Figure 3Up-regulation of TLE4 promotes cell proliferation and invasion activity of CRC cells
(A) Overexpression of TLE4 in SW480 and HT29 cells analyzed by Western blotting. α-Tubulin was used as a loading control. (B and C) Overexpression of TLE4 promotes SW480 and HT29 cell proliferation in MTT assays (B) and colony formation assays (C). (D) Ectopic expression of TLE4 promotes anchorage independent growth ability of SW480 and HT29 cells as determined by Soft agar assays. Colonies containing more than 50 cells were scored. Each bar represents the mean ± SD of 3 independent experiments. (E) The invasive abilities of CRC cells evaluated using the Matrigel-coated Boyden chamber invasion assay. Each bar represents the mean ± SD of three independent experiments (F) Xenograft model was built by injected SW480/Vector and SW480/TLE4 cells in nude mice (n = 5/group). Tumor volumes were measured on the indicated days. Data points are the mean tumor volumes ± SD. (G) The sections of tumor were under H & E staining or subjected to IHC staining using an antibody against Ki-67. (H) The expression of TLE4 in xenograft tumor was analyzed with Real-time PCR. Error bar represents the mean ± SD.
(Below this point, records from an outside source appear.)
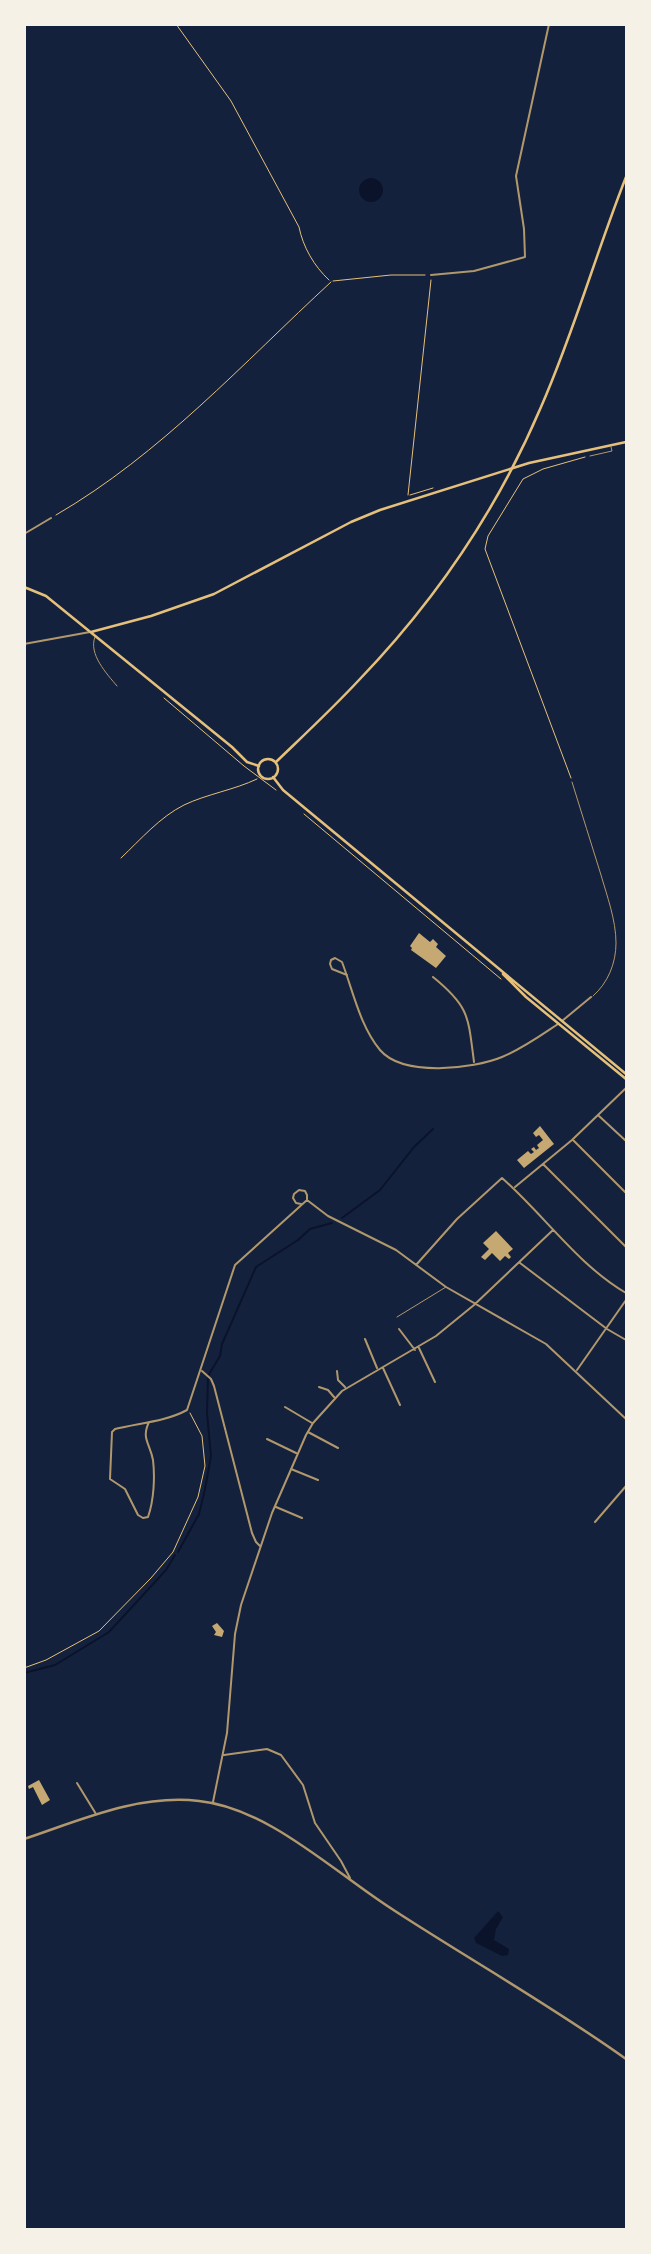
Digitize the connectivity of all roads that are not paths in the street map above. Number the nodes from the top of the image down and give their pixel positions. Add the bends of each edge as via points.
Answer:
1 (549, 24) edge
2 (626, 177) edge
3 (431, 275) road end
4 (626, 442) edge
5 (611, 444) junction
6 (590, 456) road end
7 (51, 518) road end
8 (24, 534) edge
9 (24, 587) edge
10 (91, 632) junction
11 (96, 636) junction
12 (24, 644) edge
13 (117, 686) dead end
14 (276, 762) junction
15 (259, 766) junction
16 (273, 777) junction
17 (572, 782) road end
18 (347, 975) junction
19 (433, 977) dead end
20 (591, 997) joint
21 (560, 1022) junction
22 (474, 1063) junction
23 (626, 1077) edge
24 (626, 1088) edge
25 (598, 1116) junction
26 (572, 1140) junction
27 (626, 1142) edge
28 (543, 1164) junction
29 (514, 1188) junction
30 (626, 1193) edge
31 (307, 1200) junction
32 (302, 1204) junction
33 (553, 1230) junction
34 (626, 1247) edge
35 (519, 1263) junction
36 (416, 1266) junction
37 (446, 1287) junction
38 (626, 1293) edge
39 (626, 1300) edge
40 (474, 1305) junction
41 (397, 1317) dead end
42 (399, 1329) dead end
43 (607, 1329) junction
44 (365, 1339) dead end
45 (626, 1340) edge
46 (417, 1349) junction
47 (382, 1367) junction
48 (378, 1369) junction
49 (202, 1370) junction
50 (337, 1371) dead end
51 (576, 1371) junction
52 (435, 1382) dead end
53 (319, 1387) dead end
54 (345, 1388) junction
55 (335, 1398) junction
56 (400, 1405) dead end
57 (285, 1407) dead end
58 (626, 1419) edge
59 (149, 1422) junction
60 (313, 1423) junction
61 (308, 1432) junction
62 (267, 1439) dead end
63 (338, 1448) dead end
64 (297, 1454) junction
65 (290, 1468) junction
66 (318, 1480) dead end
67 (626, 1486) edge
68 (275, 1506) junction
69 (302, 1518) dead end
70 (595, 1522) dead end
71 (261, 1546) junction
72 (223, 1755) junction
73 (76, 1783) dead end
74 (212, 1803) junction
75 (96, 1815) junction
76 (24, 1839) edge
77 (350, 1880) junction
78 (626, 2059) edge

1 - 3 street via 516,176 525,257 474,271
2 - 14 main road via 541,407 494,501 442,581 394,642
4 - 5 main road
5 - 6 lane via 612,451
5 - 10 main road via 529,463 380,510 214,594 152,617
7 - 8 street
9 - 10 main road via 46,596
10 - 11 main road
10 - 12 street
11 - 13 lane via 93,646 100,664
11 - 15 main road via 247,762
14 - 15 main road via 265,760
14 - 16 main road via 278,771
15 - 16 main road via 260,776
16 - 21 main road
17 - 20 lane via 613,918 616,943 609,975
18 - 18 street via 340,960 331,960 332,968
18 - 22 street via 369,1034 390,1059 426,1068
19 - 22 street via 460,1001 466,1013
20 - 21 street
21 - 22 street via 512,1052
21 - 23 main road
24 - 25 street
25 - 26 street
25 - 27 street
26 - 28 street
26 - 30 street
28 - 29 street
28 - 34 street
29 - 33 street
29 - 36 street via 502,1178 457,1219
31 - 32 street
31 - 32 street via 305,1191 297,1191 294,1200
31 - 36 street
32 - 49 street via 235,1265
33 - 35 street
33 - 38 street
35 - 40 street
35 - 43 street
36 - 37 street
37 - 40 street
37 - 41 lane
39 - 43 street
40 - 46 street
40 - 51 street via 546,1344
42 - 46 street
43 - 45 street
43 - 51 street
44 - 48 street
46 - 47 street
46 - 52 street
47 - 48 street
47 - 56 street
48 - 54 street
49 - 59 street via 188,1409
49 - 71 street via 211,1379 252,1533
50 - 54 street
51 - 58 street
53 - 55 street
54 - 55 street
55 - 60 street
57 - 60 street
59 - 59 street via 112,1432 110,1479 125,1489 143,1518 148,1517 152,1500 153,1461 145,1436
60 - 61 street
61 - 63 street
61 - 64 street
62 - 64 street
64 - 65 street
65 - 66 street
65 - 68 street
67 - 70 street
68 - 69 street
68 - 71 street
71 - 72 street via 236,1628
72 - 74 street
72 - 77 street via 267,1749 281,1755 303,1785 315,1823
73 - 75 street
74 - 75 street via 155,1801
74 - 77 street via 272,1826
75 - 76 street
77 - 78 street

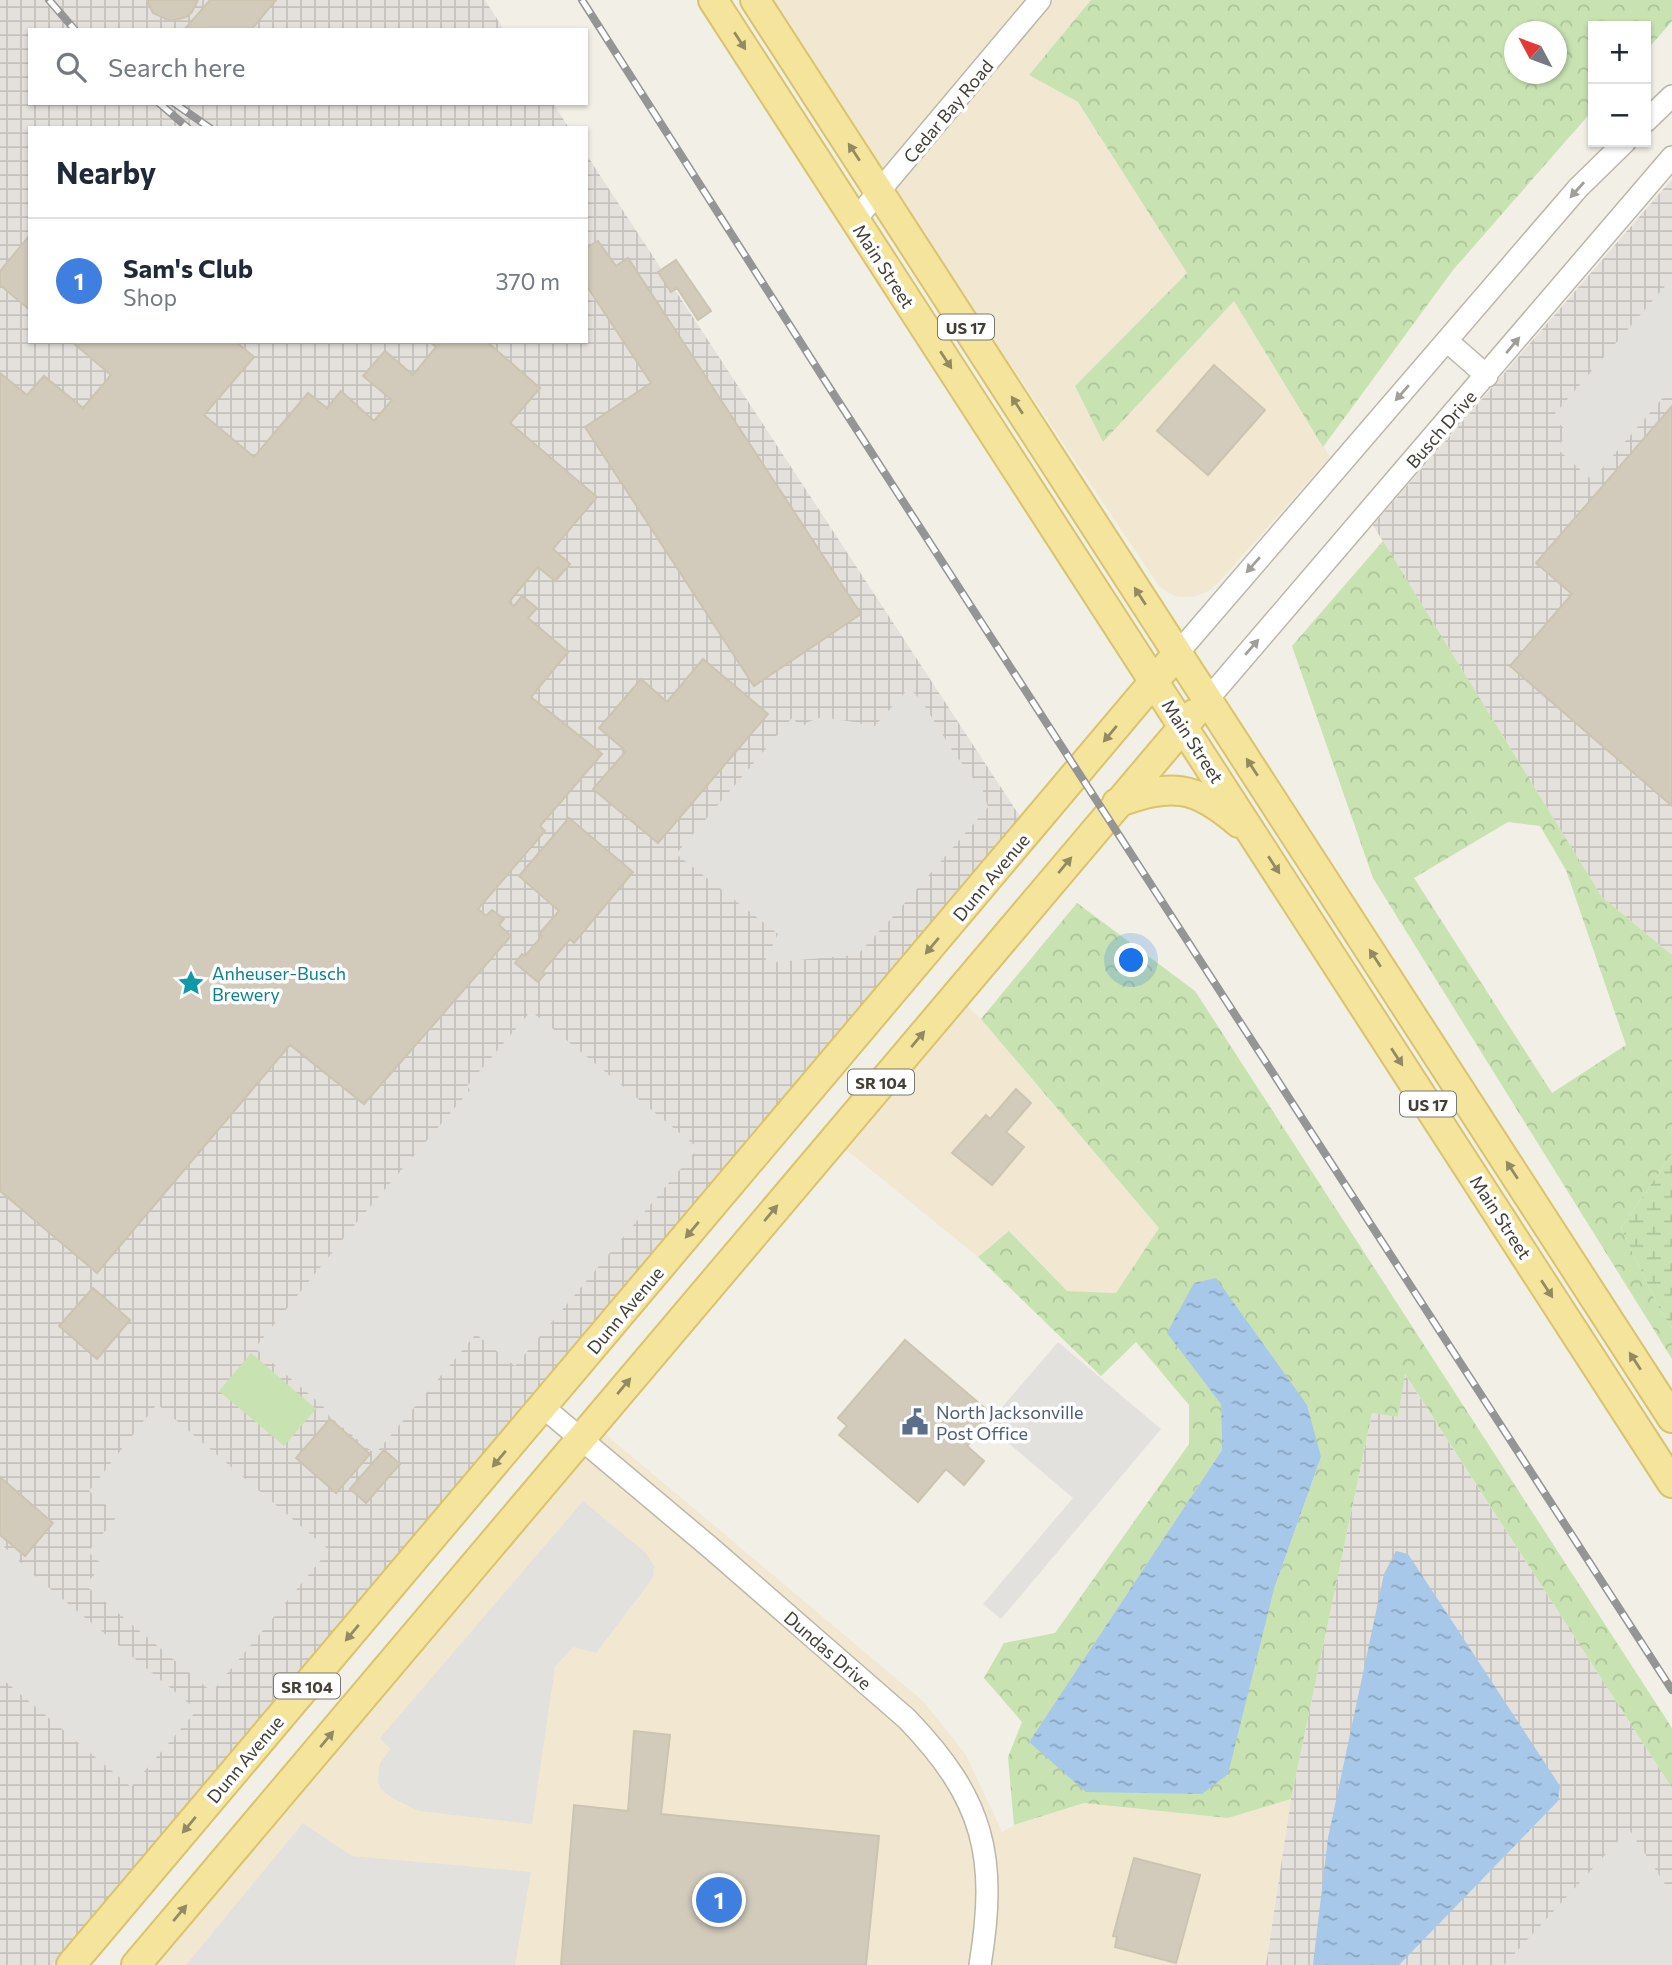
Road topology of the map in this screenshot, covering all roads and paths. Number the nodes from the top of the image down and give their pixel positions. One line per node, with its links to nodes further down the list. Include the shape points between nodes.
1 (713, 0): 9 (main road, Main Street / US 17, one-way to 9)
2 (755, 0): 8 (main road, Main Street / US 17, one-way to 2)
3 (1040, 0): 8 (street, Cedar Bay Road)
4 (1672, 96): 5 (street)
5 (1651, 116)
6 (1620, 147): 10 (street, one-way to 10, via 1578,188)
7 (1672, 157): 11 (street, Busch Drive, one-way to 7)
8 (880, 192): 9 (street, Cedar Bay Road); 12 (main road, Main Street / US 17, one-way to 8)
9 (855, 220): 13 (main road, Main Street / US 17, one-way to 13)
10 (1447, 341): 11 (street); 12 (street, one-way to 12)
11 (1487, 376): 14 (street, Busch Drive, one-way to 11)
12 (1177, 654): 13 (main road, Dunn Avenue / SR 104); 14 (main road, Main Street / US 17)
13 (1154, 681): 15 (main road, Main Street / US 17); 18 (main road, Dunn Avenue / SR 104, one-way to 18)
14 (1208, 699): 15 (main road, SR 104); 19 (main road, Main Street / US 17, one-way to 14)
15 (1183, 726): 16 (main road, SR 104); 17 (main road, Main Street / US 17)
16 (1117, 803): 17 (main road, via 1148,792 1189,792 1218,805); 20 (main road, SR 104, one-way to 16)
17 (1254, 835): 21 (main road, Main Street / US 17, one-way to 21)
18 (543, 1407): 20 (street, Dundas Drive); 22 (main road, Dunn Avenue / SR 104, one-way to 22)
19 (1672, 1419)
20 (580, 1438): 23 (main road, SR 104, one-way to 20); 24 (street, Dundas Drive, via 907,1719 945,1761 975,1816 982,1844 988,1894)
21 (1672, 1483)
22 (71, 1965)
23 (136, 1965)
24 (980, 1965)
Figure 4Depletion of TLE4 inhibits cell proliferation and invasion activity
(A) RNAi-silencing of TLE4 in shRNA-transduced stable HCT15 and HCT116 cells. α-Tubulin was used as a loading control. (B and C) Reduction of endogenous TLE4 inhibited cell growth in MTT assays (B) and colony formation assays (C) *P < 0.01. (D) Silencing of TLE4 inhibited cell growth ability of HCT15 and HCT116 in Soft agar colony formation assays. Colonies containing more than 50 cells were scored. Error bar represents the mean ± SD of three independent experiments *P < 0.01. (E) The invasive abilities of CRC cells evaluated using the Matrigel-coated Boyden chamber invasion assay. Each bar represents the mean ± SD of three independent experiments. *P < 0.01. (F) Xenograft model was built by injected HCT116/vector and HCT116/shTLE4 cells in nude mice (n = 5/group). Tumor volumes were measured on the indicated days. Data points are the mean tumor volumes ± SD. (G) The sections of tumor were under H & E staining or subjected to IHC staining using an antibody against Ki-67. (H) Real-time PCR was used to test TLE4 expression in xenograft tumors formed from HCT116/Scramble and HCT116/shTLE4. Error bar represents the mean ± SD.
Figure 5TLE4 activates JNK-c-Jun pathway in CRC cells
(A) TLE4 increases the JNK-c-Jun pathway activity and expression of cyclin D1 and P27Kip1 in CRC cells. (B) SW480/TLE4 and HT29/TLE4 cells were treated with JNK inhibitor SP600125 (10 μM) for 24 h. Inhibition of the JNK signaling inhibits the promoting effect of TLE4-overexpression on JNK-c-Jun activity in CRC cells. (C, D, E and F) Inhibition of the JNK signaling blocks the promoting effect of TLE4-overexpression on cell proliferation and invasion of CRC cells as determined by MTT assay (C), colony formation assay (D), soft agar assay (E) and migration assay (F) after treatment with SP600125 (10 μM). Error bars represent mean ± SD from 3 independent experiments; *P < 0.01.